Sunday, April 26, 2015

A term of abuse, when it should be celebrated

I'm not keen on Ricky Gervais. The novelty of his dad dance in The Office wore off long ago, and I've never found him funny since. However, his Twitter attacks on big game hunters who kill for "sport", showing the hunters' sickening photos, posing with their trophies, have highlighted an issue that needs highlighting. Whether it'll make any difference is debatable.

I didn't like one of his messages, however, because I hate the use of the word "cunt" as a term of abuse.
I agree with Elisabeth:
The Oxford dictionaries define cunt as "vulgar slang" and a noun meaning -

1     A woman’s genitals.
1.1  An unpleasant or stupid person.

What has the first to do with the second? Nothing, except that it's a symptom of the misogyny that associates female anatomy with nastiness. For centuries, male religious extremists have regarded women's genitals as foul or dirty, a necessary evil if progeny are desired. Women were kept hidden from society while menstruating and after childbirth, because they were considered unclean. It still happens in backward patriarchal societies. Nowadays it's a favourite term of abuse for women by male Twitter trolls, like the idiot who attacked the classicist Mary Beard online. Mary's commented:
"When people say ridiculous, untrue and hurtful things, then I think you should call them out. If you went into a bar and a load of guys started saying, 'Look at that old slag. I bet her cunt smells like cabbage,' you would say, 'Look, guys, cut it out.' Same on Twitter!
So please Ricky Gervais, choose your terms of abuse carefully. I don't care for those that indirectly insult women.

See what Wikipedia says about the term.

2 comments:

Anonymous said...

Hi Margaret,

Having read some of your witty blog may I, as a mere male (sic!) be permitted to comment on the views expressed therein on expletives and feminism.

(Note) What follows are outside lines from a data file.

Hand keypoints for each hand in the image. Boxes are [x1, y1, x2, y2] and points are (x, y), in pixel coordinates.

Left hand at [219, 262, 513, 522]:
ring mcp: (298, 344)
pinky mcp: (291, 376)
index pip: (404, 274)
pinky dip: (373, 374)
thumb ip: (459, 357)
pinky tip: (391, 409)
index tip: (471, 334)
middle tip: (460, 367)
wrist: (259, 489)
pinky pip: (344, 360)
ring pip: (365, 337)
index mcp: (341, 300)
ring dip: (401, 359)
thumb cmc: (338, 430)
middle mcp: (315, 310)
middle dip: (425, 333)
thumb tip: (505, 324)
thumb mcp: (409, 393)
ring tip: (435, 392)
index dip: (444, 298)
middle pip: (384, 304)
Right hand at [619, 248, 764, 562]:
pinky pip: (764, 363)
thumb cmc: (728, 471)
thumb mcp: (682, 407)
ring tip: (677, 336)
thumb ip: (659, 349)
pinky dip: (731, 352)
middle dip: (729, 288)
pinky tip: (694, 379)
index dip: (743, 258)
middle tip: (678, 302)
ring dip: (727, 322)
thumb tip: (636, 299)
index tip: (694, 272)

I don’t believe that the ‘c’-word necessarily reflects a misogynist attitude any more than the word ‘p...k’ represents a misandrist one in modern day use. Like the neutral gender word ‘F..k’ they are simply used as unthinking abuse. As a spotty teenager, I first used these words to show what a rebel I was against conventional society—their etymological origins were of little consequence.

As for ‘feminism’, feminists quite rightly identify the disadvantages suffered by women but are sometimes inclined to resort to the very thing they purport to oppose; namely crude prejudice against the opposite gender. This can culminate in examples such as Andrea Dworkin’s well-known statement, “I want to see a man beaten to a bloody pulp with a high-heel shoved in his mouth, like an apple in the mouth of a pig”.

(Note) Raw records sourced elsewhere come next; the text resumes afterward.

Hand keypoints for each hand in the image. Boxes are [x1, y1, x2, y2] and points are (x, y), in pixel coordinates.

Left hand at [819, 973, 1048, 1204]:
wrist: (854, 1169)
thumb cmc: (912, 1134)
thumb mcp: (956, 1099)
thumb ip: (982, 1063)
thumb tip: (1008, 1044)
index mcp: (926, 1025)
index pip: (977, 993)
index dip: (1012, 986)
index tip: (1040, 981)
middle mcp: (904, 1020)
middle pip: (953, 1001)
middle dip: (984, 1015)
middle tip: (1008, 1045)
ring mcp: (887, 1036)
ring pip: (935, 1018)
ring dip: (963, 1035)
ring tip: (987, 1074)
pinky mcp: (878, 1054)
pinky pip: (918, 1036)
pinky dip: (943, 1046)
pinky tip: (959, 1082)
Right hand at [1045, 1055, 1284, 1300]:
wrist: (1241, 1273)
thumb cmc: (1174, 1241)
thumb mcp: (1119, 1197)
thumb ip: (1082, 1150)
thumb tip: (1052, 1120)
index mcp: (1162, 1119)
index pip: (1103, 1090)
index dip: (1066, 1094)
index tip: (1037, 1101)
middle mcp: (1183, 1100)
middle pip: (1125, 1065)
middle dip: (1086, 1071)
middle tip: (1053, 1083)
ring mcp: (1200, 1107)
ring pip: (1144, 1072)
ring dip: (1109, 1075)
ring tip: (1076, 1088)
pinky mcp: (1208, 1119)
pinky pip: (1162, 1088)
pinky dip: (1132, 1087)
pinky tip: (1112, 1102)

Rarely is an attempt made to analyse the nature of society and why such traits are prevalent in our world. Take for example Equal Pay legislation which has been on the Statute Book for over forty-years—and has still to be achieved.

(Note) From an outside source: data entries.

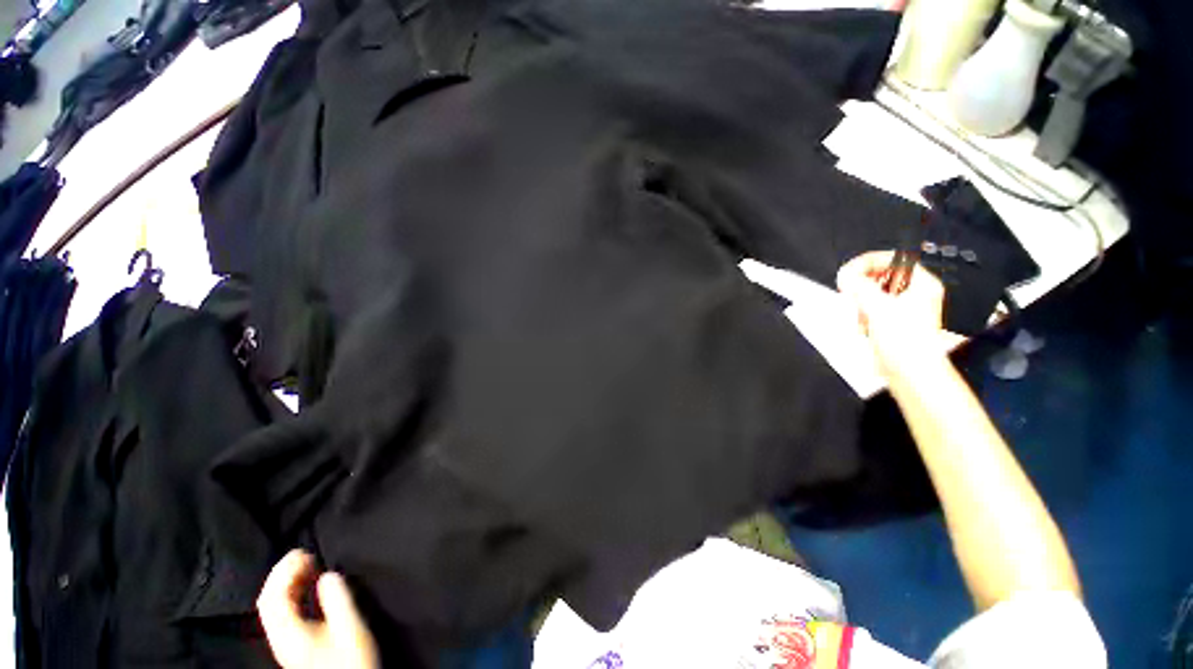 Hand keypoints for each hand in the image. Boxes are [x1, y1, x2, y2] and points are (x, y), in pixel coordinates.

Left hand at [257, 550, 378, 668]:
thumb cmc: (349, 659)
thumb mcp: (349, 629)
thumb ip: (338, 600)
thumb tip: (329, 574)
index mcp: (288, 632)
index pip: (272, 597)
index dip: (284, 571)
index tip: (304, 552)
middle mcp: (280, 636)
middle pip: (269, 600)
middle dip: (283, 573)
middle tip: (304, 554)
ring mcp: (285, 641)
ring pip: (274, 606)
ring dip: (287, 582)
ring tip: (308, 564)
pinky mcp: (293, 643)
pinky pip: (283, 612)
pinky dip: (292, 594)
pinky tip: (308, 587)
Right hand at [836, 251, 947, 379]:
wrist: (909, 372)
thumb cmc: (905, 341)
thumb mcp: (877, 306)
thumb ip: (859, 286)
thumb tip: (845, 274)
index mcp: (921, 284)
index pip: (892, 259)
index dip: (867, 263)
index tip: (848, 272)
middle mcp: (914, 294)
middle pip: (880, 277)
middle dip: (863, 288)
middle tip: (853, 294)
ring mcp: (903, 310)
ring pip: (873, 295)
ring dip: (862, 305)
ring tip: (863, 317)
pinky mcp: (892, 324)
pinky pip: (871, 311)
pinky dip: (864, 317)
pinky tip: (866, 327)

The reason for this is rather more to do with the economic laws within a market economy rather than the inherent beastly nature of the male sex. If women’s wages/salaries are raised to equal those of men who will pay for the increase? I haven’t noticed female employers rushing to the aid of the sisterhood! If male pay was 10% higher than that of women then to retain present profit levels, men’s pay would have to drop by 5% to match a similar percentage rise for women. (All things being equal) This would result in the vast majority of women being no better off.

I am in no way attempting to justify existing pay discrepancies but merely to highlight some of the simplistic arguments some people use to justify their views.

Best wishes!

Richard (Species, Homo sapiens sapiens. Gender, Male)

Margaret Nelson said...

Sadly, Richard, it's evident that you know little about what feminism means. I'll repond at length later, in a new post. Meanwhile, consider the following:

"Rarely is an attempt made to analyse the nature of society and why such traits are prevalent in our world. Take for example Equal Pay legislation which has been on the Statute Book for over forty-years—and has still to be achieved.

"The reason for this is rather more to do with the economic laws within a market economy rather than the inherent beastly nature of the female sex. If men’s wages/salaries are raised to equal those of women who will pay for the increase? I haven’t noticed male employers rushing to the aid of the brotherhood! If female pay was 10% higher than that of men then to retain present profit levels, women’s pay would have to drop by 5% to match a similar percentage rise for men. (All things being equal) This would result in the vast majority of men being no better off."